Write the listing out again word for word. Pictures do not belong in the copy.
···
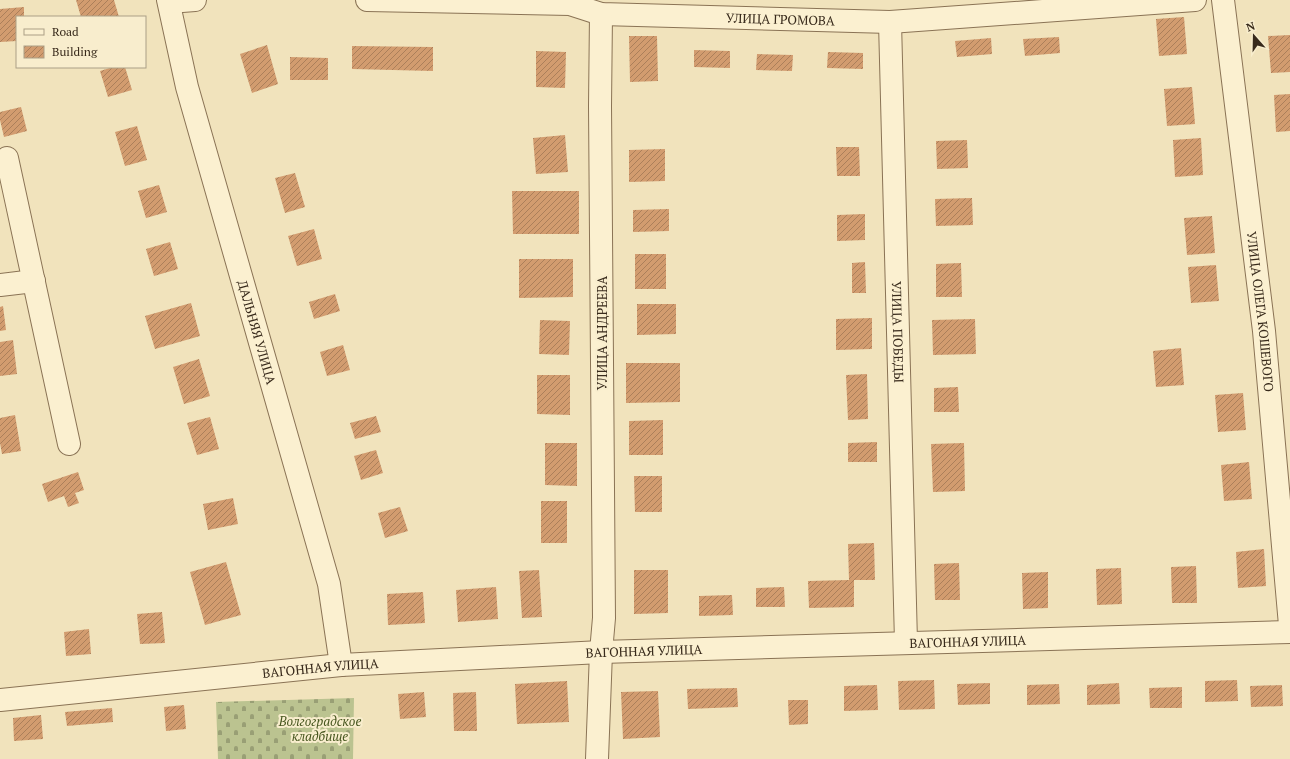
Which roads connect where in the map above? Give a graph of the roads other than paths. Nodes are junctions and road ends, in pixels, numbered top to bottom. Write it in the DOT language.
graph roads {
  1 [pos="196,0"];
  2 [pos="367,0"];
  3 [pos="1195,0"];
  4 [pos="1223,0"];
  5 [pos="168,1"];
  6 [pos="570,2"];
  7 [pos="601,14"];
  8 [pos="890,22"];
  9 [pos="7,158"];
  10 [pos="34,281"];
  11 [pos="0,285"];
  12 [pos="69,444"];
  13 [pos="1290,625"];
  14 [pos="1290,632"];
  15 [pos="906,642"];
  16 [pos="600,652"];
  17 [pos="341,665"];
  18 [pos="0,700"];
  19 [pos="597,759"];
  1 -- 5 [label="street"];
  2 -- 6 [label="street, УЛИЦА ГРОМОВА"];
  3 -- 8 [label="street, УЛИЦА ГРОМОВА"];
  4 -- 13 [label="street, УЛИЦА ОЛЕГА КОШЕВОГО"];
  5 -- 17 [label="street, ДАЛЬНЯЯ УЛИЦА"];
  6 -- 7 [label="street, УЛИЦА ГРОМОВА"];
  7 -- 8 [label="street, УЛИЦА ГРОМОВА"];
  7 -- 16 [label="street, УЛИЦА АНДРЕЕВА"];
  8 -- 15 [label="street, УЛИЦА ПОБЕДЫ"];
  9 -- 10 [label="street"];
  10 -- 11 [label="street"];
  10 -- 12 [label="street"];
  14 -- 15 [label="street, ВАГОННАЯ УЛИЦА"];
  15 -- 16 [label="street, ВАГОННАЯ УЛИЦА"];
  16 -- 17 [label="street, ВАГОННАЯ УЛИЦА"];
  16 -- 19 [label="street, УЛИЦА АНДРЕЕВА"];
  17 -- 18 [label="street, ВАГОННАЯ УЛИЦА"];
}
···
:: Response to the exercise ::
Which roads connect where in the map above? Give a graph of the roads other than paths. Nodes are junctions and road ends, in pixels, numbered top to bottom. Write it in the DOT language.
graph roads {
  1 [pos="196,0"];
  2 [pos="367,0"];
  3 [pos="1195,0"];
  4 [pos="1223,0"];
  5 [pos="168,1"];
  6 [pos="570,2"];
  7 [pos="601,14"];
  8 [pos="890,22"];
  9 [pos="7,158"];
  10 [pos="34,281"];
  11 [pos="0,285"];
  12 [pos="69,444"];
  13 [pos="1290,625"];
  14 [pos="1290,632"];
  15 [pos="906,642"];
  16 [pos="600,652"];
  17 [pos="341,665"];
  18 [pos="0,700"];
  19 [pos="597,759"];
  1 -- 5 [label="street"];
  2 -- 6 [label="street, УЛИЦА ГРОМОВА"];
  3 -- 8 [label="street, УЛИЦА ГРОМОВА"];
  4 -- 13 [label="street, УЛИЦА ОЛЕГА КОШЕВОГО"];
  5 -- 17 [label="street, ДАЛЬНЯЯ УЛИЦА"];
  6 -- 7 [label="street, УЛИЦА ГРОМОВА"];
  7 -- 8 [label="street, УЛИЦА ГРОМОВА"];
  7 -- 16 [label="street, УЛИЦА АНДРЕЕВА"];
  8 -- 15 [label="street, УЛИЦА ПОБЕДЫ"];
  9 -- 10 [label="street"];
  10 -- 11 [label="street"];
  10 -- 12 [label="street"];
  14 -- 15 [label="street, ВАГОННАЯ УЛИЦА"];
  15 -- 16 [label="street, ВАГОННАЯ УЛИЦА"];
  16 -- 17 [label="street, ВАГОННАЯ УЛИЦА"];
  16 -- 19 [label="street, УЛИЦА АНДРЕЕВА"];
  17 -- 18 [label="street, ВАГОННАЯ УЛИЦА"];
}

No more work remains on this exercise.